(Beginning of PROVIDED ENTRIES)
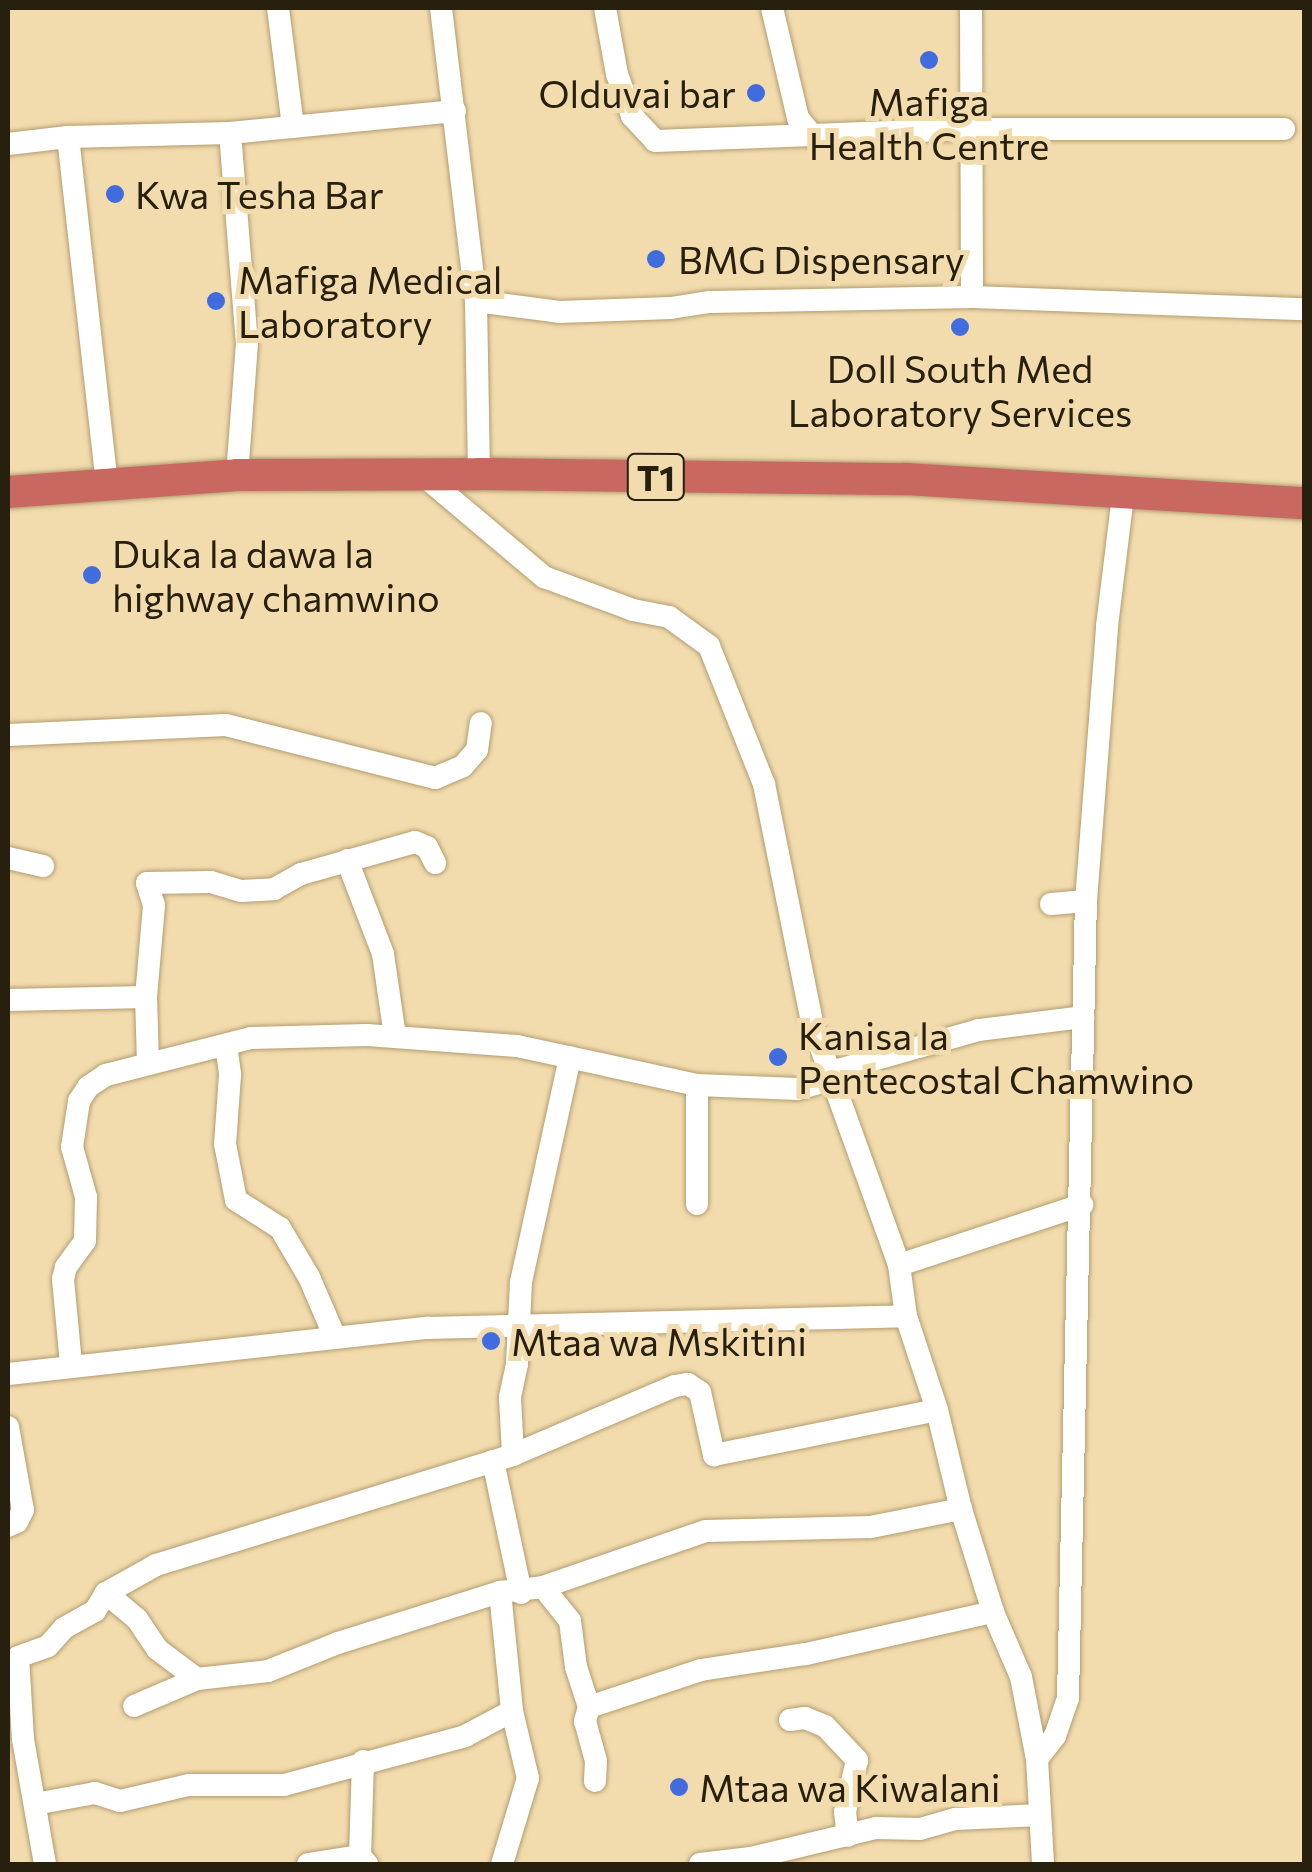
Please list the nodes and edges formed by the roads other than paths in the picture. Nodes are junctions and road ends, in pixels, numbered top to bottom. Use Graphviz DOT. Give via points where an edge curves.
graph roads {
  1 [pos="278,8"];
  2 [pos="442,8"];
  3 [pos="605,8"];
  4 [pos="772,8"];
  5 [pos="971,8"];
  6 [pos="455,111"];
  7 [pos="294,128"];
  8 [pos="969,129"];
  9 [pos="1284,130"];
  10 [pos="230,133"];
  11 [pos="68,137"];
  12 [pos="814,138"];
  13 [pos="8,144"];
  14 [pos="972,296"];
  15 [pos="476,301"];
  16 [pos="1304,310"];
  17 [pos="237,474"];
  18 [pos="479,474"];
  19 [pos="424,476"];
  20 [pos="107,485"];
  21 [pos="1124,488"];
  22 [pos="8,492"];
  23 [pos="1304,503"];
  24 [pos="481,723"];
  25 [pos="8,736"];
  26 [pos="8,858"];
  27 [pos="346,860"];
  28 [pos="435,863"];
  29 [pos="43,866"];
  30 [pos="1086,901"];
  31 [pos="1051,904"];
  32 [pos="146,997"];
  33 [pos="8,1000"];
  34 [pos="1082,1018"];
  35 [pos="395,1036"];
  36 [pos="226,1045"];
  37 [pos="570,1057"];
  38 [pos="148,1064"];
  39 [pos="827,1073"];
  40 [pos="697,1086"];
  41 [pos="697,1204"];
  42 [pos="1082,1205"];
  43 [pos="899,1265"];
  44 [pos="906,1316"];
  45 [pos="518,1327"];
  46 [pos="334,1335"];
  47 [pos="71,1364"];
  48 [pos="8,1374"];
  49 [pos="937,1410"];
  50 [pos="8,1427"];
  51 [pos="503,1458"];
  52 [pos="961,1510"];
  53 [pos="8,1526"];
  54 [pos="521,1591"];
  55 [pos="106,1593"];
  56 [pos="994,1612"];
  57 [pos="13,1650"];
  58 [pos="197,1679"];
  59 [pos="134,1706"];
  60 [pos="589,1707"];
  61 [pos="512,1711"];
  62 [pos="790,1720"];
  63 [pos="15,1740"];
  64 [pos="1037,1759"];
  65 [pos="364,1761"];
  66 [pos="594,1782"];
  67 [pos="35,1804"];
  68 [pos="1040,1815"];
  69 [pos="848,1836"];
  70 [pos="363,1860"];
  71 [pos="753,1861"];
  72 [pos="45,1864"];
  73 [pos="308,1864"];
  74 [pos="502,1864"];
  75 [pos="700,1864"];
  76 [pos="1043,1864"];
  1 -- 7 [label="street"];
  2 -- 6 [label="street"];
  3 -- 12 [label="street" via="632,116 656,141"];
  4 -- 12 [label="street" via="798,118"];
  5 -- 8 [label="street"];
  6 -- 7 [label="street"];
  6 -- 15 [label="street"];
  7 -- 10 [label="street"];
  8 -- 9 [label="street"];
  8 -- 12 [label="street"];
  8 -- 14 [label="street"];
  10 -- 11 [label="street"];
  10 -- 17 [label="street" via="247,343"];
  11 -- 13 [label="street"];
  11 -- 20 [label="street"];
  14 -- 15 [label="street" via="559,312"];
  14 -- 16 [label="street"];
  15 -- 18 [label="street"];
  17 -- 19 [label="highway, T1"];
  17 -- 20 [label="highway, T1"];
  18 -- 19 [label="highway, T1"];
  18 -- 21 [label="highway, T1" via="906,478"];
  19 -- 39 [label="street" via="544,577 668,617 708,646 764,784"];
  20 -- 22 [label="highway, T1"];
  21 -- 23 [label="highway, T1"];
  21 -- 30 [label="street"];
  24 -- 25 [label="street" via="478,750 463,766 435,778 226,725"];
  26 -- 29 [label="street"];
  27 -- 28 [label="street" via="415,842"];
  27 -- 32 [label="street" via="274,889 146,883 154,905"];
  27 -- 35 [label="street" via="384,954"];
  30 -- 31 [label="street"];
  30 -- 34 [label="street"];
  32 -- 33 [label="street"];
  32 -- 38 [label="street"];
  34 -- 39 [label="street" via="978,1030"];
  34 -- 42 [label="street"];
  35 -- 36 [label="street" via="268,1037"];
  35 -- 37 [label="street"];
  36 -- 38 [label="street"];
  36 -- 46 [label="street" via="225,1144 236,1200 280,1228"];
  37 -- 40 [label="street"];
  37 -- 45 [label="street" via="521,1282"];
  38 -- 47 [label="street" via="106,1075 79,1101 72,1146 86,1197 85,1241 63,1279"];
  39 -- 40 [label="street" via="798,1089"];
  39 -- 43 [label="street"];
  40 -- 41 [label="street"];
  42 -- 43 [label="street"];
  42 -- 64 [label="street" via="1068,1698 1055,1736"];
  43 -- 44 [label="street"];
  44 -- 45 [label="street"];
  44 -- 49 [label="street"];
  45 -- 46 [label="street"];
  45 -- 51 [label="street"];
  46 -- 47 [label="street" via="215,1354"];
  47 -- 48 [label="street"];
  49 -- 51 [label="street" via="714,1454 700,1392 688,1384"];
  49 -- 52 [label="street"];
  50 -- 53 [label="street" via="23,1510"];
  51 -- 54 [label="street"];
  51 -- 55 [label="street" via="156,1565"];
  52 -- 54 [label="street" via="871,1527 706,1532"];
  52 -- 56 [label="street"];
  54 -- 58 [label="street" via="338,1643 268,1671"];
  54 -- 60 [label="street" via="570,1621"];
  54 -- 61 [label="street"];
  55 -- 57 [label="street" via="95,1611 48,1646"];
  55 -- 58 [label="street" via="137,1618 157,1650"];
  56 -- 60 [label="street" via="702,1670"];
  56 -- 64 [label="street" via="1021,1677"];
  57 -- 63 [label="street"];
  58 -- 59 [label="street"];
  60 -- 66 [label="street"];
  61 -- 65 [label="street" via="465,1736"];
  61 -- 74 [label="street" via="528,1778"];
  62 -- 69 [label="street" via="825,1726 857,1760 846,1807"];
  63 -- 67 [label="street"];
  64 -- 68 [label="street"];
  65 -- 67 [label="street" via="284,1784 189,1784 120,1801 95,1793"];
  65 -- 70 [label="street"];
  67 -- 72 [label="street"];
  68 -- 69 [label="street"];
  68 -- 76 [label="street"];
  69 -- 71 [label="street"];
  70 -- 73 [label="street"];
  71 -- 75 [label="street"];
}
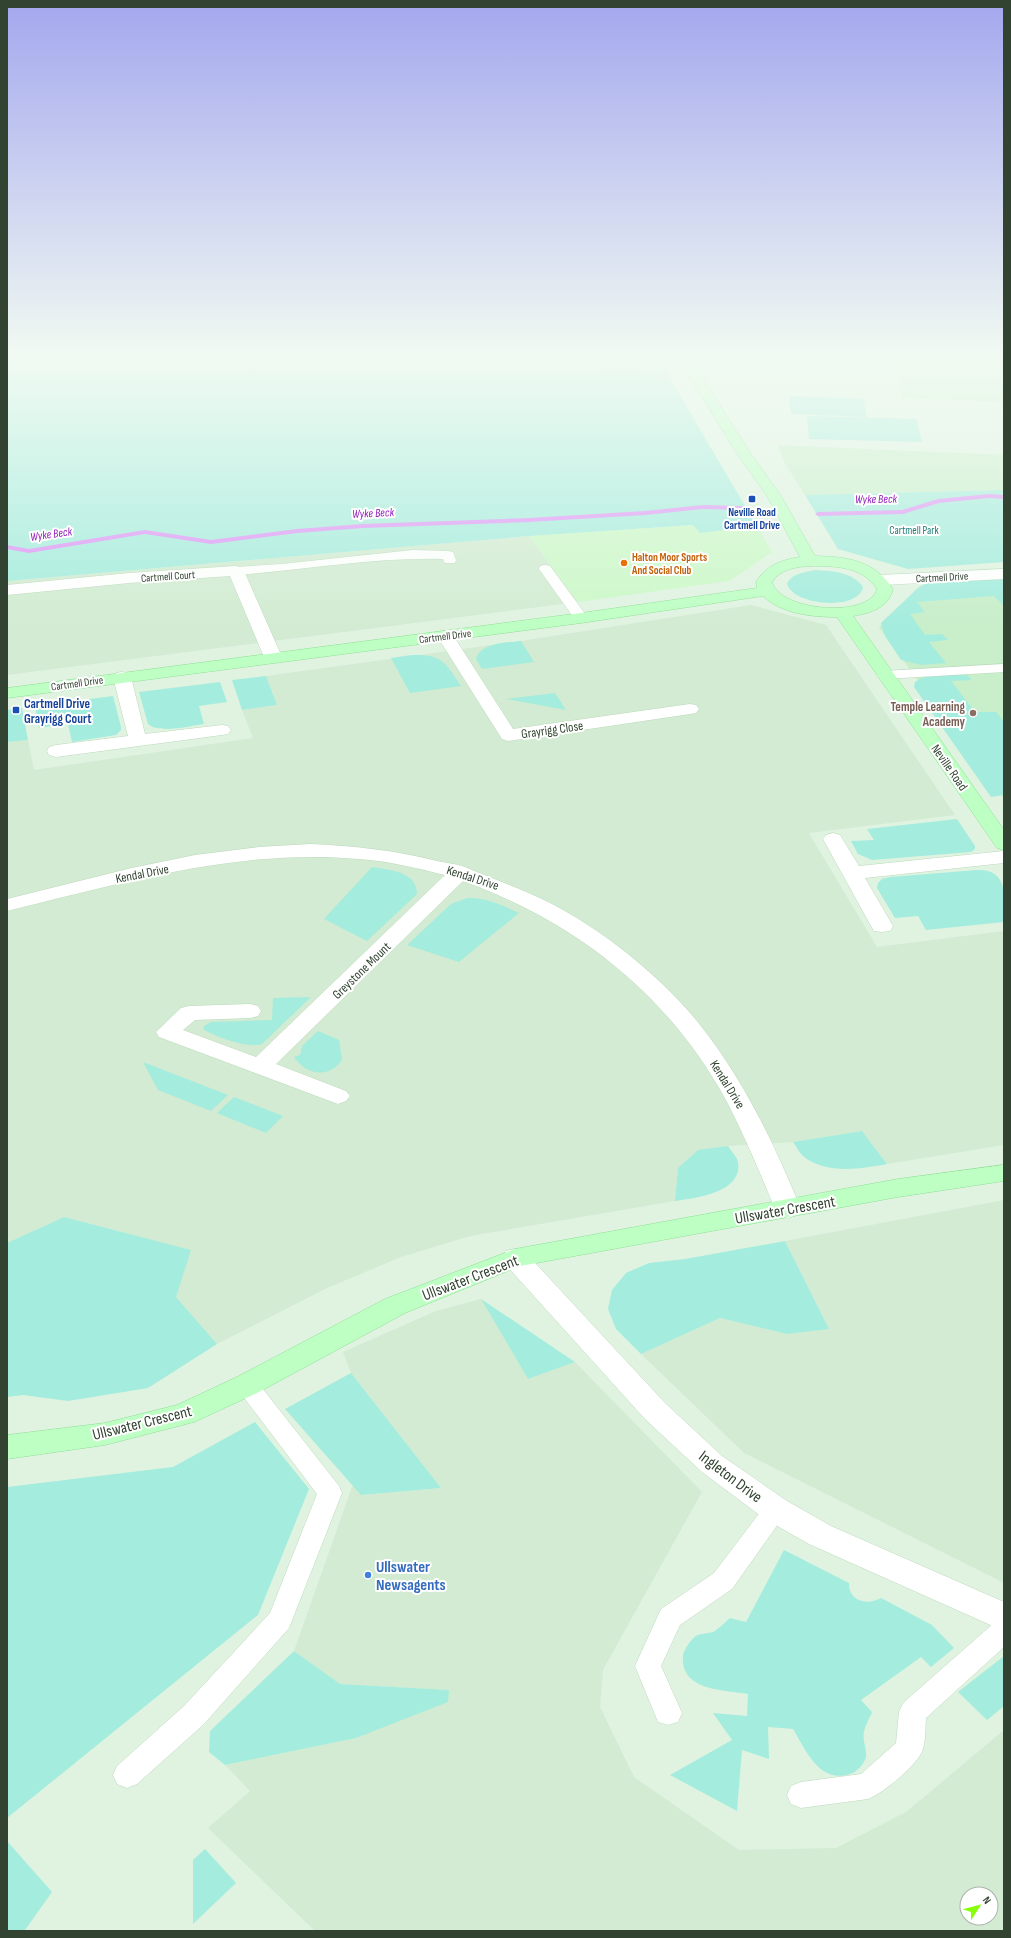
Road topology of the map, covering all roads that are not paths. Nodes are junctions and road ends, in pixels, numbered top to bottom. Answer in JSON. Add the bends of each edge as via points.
{"nodes":[{"id":1,"x":739,"y":445,"type":"edge"},
{"id":2,"x":450,"y":560,"type":"dead end"},
{"id":3,"x":810,"y":561,"type":"junction"},
{"id":4,"x":545,"y":569,"type":"dead end"},
{"id":5,"x":236,"y":571,"type":"junction"},
{"id":6,"x":1004,"y":574,"type":"edge"},
{"id":7,"x":881,"y":580,"type":"junction"},
{"id":8,"x":7,"y":590,"type":"edge"},
{"id":9,"x":767,"y":591,"type":"junction"},
{"id":10,"x":842,"y":612,"type":"junction"},
{"id":11,"x":581,"y":618,"type":"junction"},
{"id":12,"x":445,"y":636,"type":"junction"},
{"id":13,"x":273,"y":657,"type":"junction"},
{"id":14,"x":1004,"y":668,"type":"edge"},
{"id":15,"x":884,"y":675,"type":"junction"},
{"id":16,"x":122,"y":677,"type":"junction"},
{"id":17,"x":7,"y":693,"type":"edge"},
{"id":18,"x":690,"y":709,"type":"dead end"},
{"id":19,"x":222,"y":730,"type":"dead end"},
{"id":20,"x":138,"y":741,"type":"junction"},
{"id":21,"x":56,"y":752,"type":"dead end"},
{"id":22,"x":833,"y":839,"type":"dead end"},
{"id":23,"x":1004,"y":844,"type":"edge"},
{"id":24,"x":1004,"y":857,"type":"edge"},
{"id":25,"x":460,"y":872,"type":"junction"},
{"id":26,"x":852,"y":873,"type":"junction"},
{"id":27,"x":7,"y":905,"type":"edge"},
{"id":28,"x":882,"y":926,"type":"dead end"},
{"id":29,"x":250,"y":1011,"type":"dead end"},
{"id":30,"x":260,"y":1067,"type":"junction"},
{"id":31,"x":338,"y":1096,"type":"dead end"},
{"id":32,"x":1004,"y":1173,"type":"edge"},
{"id":33,"x":788,"y":1208,"type":"junction"},
{"id":34,"x":515,"y":1258,"type":"junction"},
{"id":35,"x":247,"y":1385,"type":"junction"},
{"id":36,"x":7,"y":1447,"type":"edge"},
{"id":37,"x":776,"y":1510,"type":"junction"},
{"id":38,"x":1004,"y":1617,"type":"edge"},
{"id":39,"x":1004,"y":1630,"type":"edge"},
{"id":40,"x":668,"y":1713,"type":"dead end"},
{"id":41,"x":127,"y":1775,"type":"dead end"},
{"id":42,"x":801,"y":1795,"type":"dead end"}],
"edges":[{"from":1,"to":3,"type":"street","via":[[774,496]]},
{"from":2,"to":5,"type":"lane","via":[[448,555],[413,554]]},
{"from":3,"to":7,"type":"street","via":[[852,565]]},
{"from":3,"to":9,"type":"street","via":[[778,567],[768,574],[764,582]]},
{"from":4,"to":11,"type":"lane"},
{"from":5,"to":8,"type":"street","name":"Cartmell Court"},
{"from":5,"to":13,"type":"street"},
{"from":6,"to":7,"type":"street","name":"Cartmell Drive"},
{"from":7,"to":10,"type":"street","via":[[885,589],[882,597],[872,605]]},
{"from":9,"to":10,"type":"street","via":[[788,605]]},
{"from":9,"to":11,"type":"street","name":"Cartmell Drive"},
{"from":10,"to":15,"type":"street","name":"Neville Road"},
{"from":11,"to":12,"type":"street","name":"Cartmell Drive"},
{"from":12,"to":13,"type":"street","name":"Cartmell Drive"},
{"from":12,"to":18,"type":"street","name":"Grayrigg Close","via":[[508,735]]},
{"from":13,"to":16,"type":"street","name":"Cartmell Drive"},
{"from":14,"to":15,"type":"lane"},
{"from":15,"to":23,"type":"street","name":"Neville Road"},
{"from":16,"to":17,"type":"street","name":"Cartmell Drive"},
{"from":16,"to":20,"type":"street"},
{"from":19,"to":20,"type":"street"},
{"from":20,"to":21,"type":"street"},
{"from":22,"to":26,"type":"street"},
{"from":24,"to":26,"type":"street"},
{"from":25,"to":27,"type":"street","name":"Kendal Drive","via":[[421,862],[376,855],[321,851],[260,853],[200,861],[112,879]]},
{"from":25,"to":30,"type":"street","name":"Greystone Mount"},
{"from":25,"to":33,"type":"street","name":"Kendal Drive","via":[[504,888],[550,912],[601,943],[654,987],[700,1038],[742,1104]]},
{"from":26,"to":28,"type":"street"},
{"from":29,"to":30,"type":"street","via":[[189,1012],[167,1032]]},
{"from":30,"to":31,"type":"street"},
{"from":32,"to":33,"type":"street","name":"Ullswater Crescent","via":[[898,1188]]},
{"from":33,"to":34,"type":"street","name":"Ullswater Crescent"},
{"from":34,"to":35,"type":"street","name":"Ullswater Crescent","via":[[395,1306]]},
{"from":34,"to":37,"type":"street","name":"Ingleton Drive","via":[[655,1411],[712,1464]]},
{"from":35,"to":36,"type":"street","name":"Ullswater Crescent","via":[[184,1414],[105,1434]]},
{"from":35,"to":41,"type":"lane","via":[[330,1493],[280,1620],[194,1715]]},
{"from":37,"to":38,"type":"street","name":"Ingleton Drive","via":[[820,1535]]},
{"from":37,"to":40,"type":"lane","via":[[723,1581],[670,1617],[648,1666]]},
{"from":39,"to":42,"type":"lane","via":[[913,1712],[909,1749],[868,1786]]}]}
(End of PROVIDED ENTRIES)
▶ ABOUT THIS EXERCISE:
A single number is the whole answer here: the number of lines in the data that include "Neville".

▶ EXERCISE RESPONSE:
2